Alla nascita d’un bimbo
il mondo non è mai pronto.
Le nostre navi ancora non son tornate dalla Finlandia.
Ci attende ancora il valico del Gottardo.
Dobbiamo eludere le guardie nel deserto di Thor,
aprirci la strada per le fogne fino al centro di Varsavia,
trovare il modo di arrivare al re Harald Cote,
e aspettare che cada il ministro Fouché.
Solo ad Acapulco
ricominceremo tutto da capo.
Si è esaurita la nostra scorta di bende,
fiammiferi, argomenti, amigdale e acqua.
Non abbiamo camion, né il sostegno dei Ming.
Con questo ronzino non corromperemo lo sceriffo.
Niente nuove su quelli fatti schiavi dai Turchi.
Ci manca una caverna più calda per i grandi freddi
e qualcuno che conosca la lingua harari.
Non sappiamo di chi fidarci a Ninive,
quali condizioni porrà il principe-cardinale,
quali nomi siano ancora nei cassetti di Beria.
Dicono che Carlo Martello attaccherà all’alba.
In questa situazione rabboniamo Cheope,
presentiamoci spontaneamente,
cambiamo religione,
fingiamo di essere amici del doge
e di non avere a che fare con la tribù Kwabe.
Si approssima il tempo di accendere i fuochi.
Telegrafiamo alla nonna che venga dal paese.
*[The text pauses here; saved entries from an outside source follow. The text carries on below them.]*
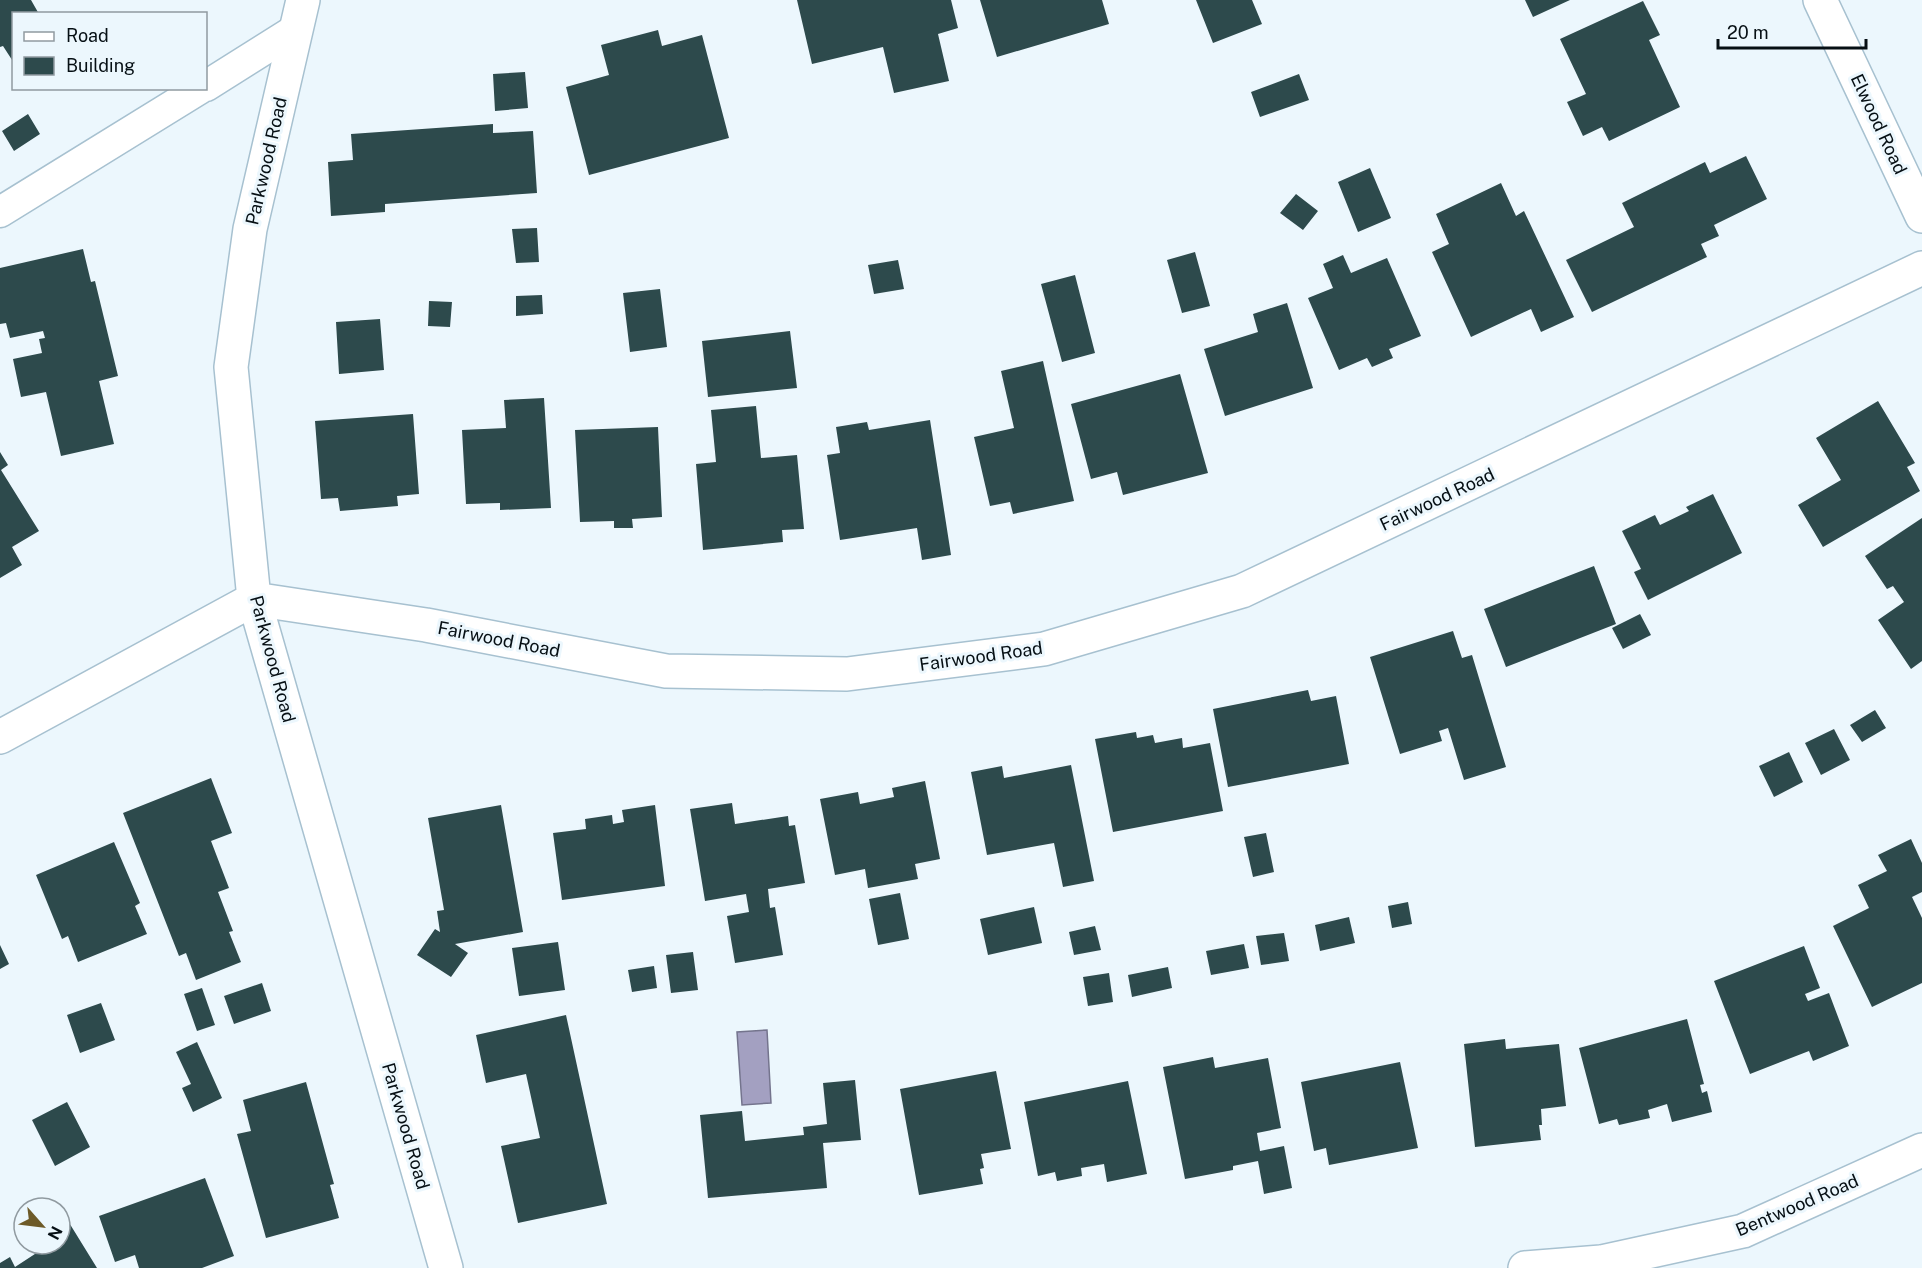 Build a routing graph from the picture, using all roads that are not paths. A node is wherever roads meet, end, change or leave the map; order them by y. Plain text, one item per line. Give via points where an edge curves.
1 (1820, 0) edge
2 (299, 15) edge
3 (207, 85) edge
4 (198, 90) edge
5 (0, 212) edge
6 (1922, 216) edge
7 (1922, 268) edge
8 (255, 599) junction
9 (0, 736) edge
10 (1922, 1150) edge
11 (446, 1268) edge
12 (1525, 1268) edge

1 - 6 street, Elwood Road
2 - 3 lane
2 - 8 street, Parkwood Road via 250,229 231,367
4 - 5 lane
7 - 8 street, Fairwood Road via 1242,591 1044,649 847,674 666,671
8 - 9 street
8 - 11 street, Parkwood Road
10 - 12 street, Bentwood Road via 1743,1231 1601,1262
Sciogliamo i nodi sulle corregge della yurta.
Purchè il parto sia lieve
e il bimbo cresca sano.
Possa essere talvolta felice
e scavalcare gli abissi.
Che abbia un cuore capace di resistere,
e l’intelletto vigile e lungimirante.
Ma non così lungimirante
da vedere il futuro.
Risparmiategli questo dono,
o potenze celesti.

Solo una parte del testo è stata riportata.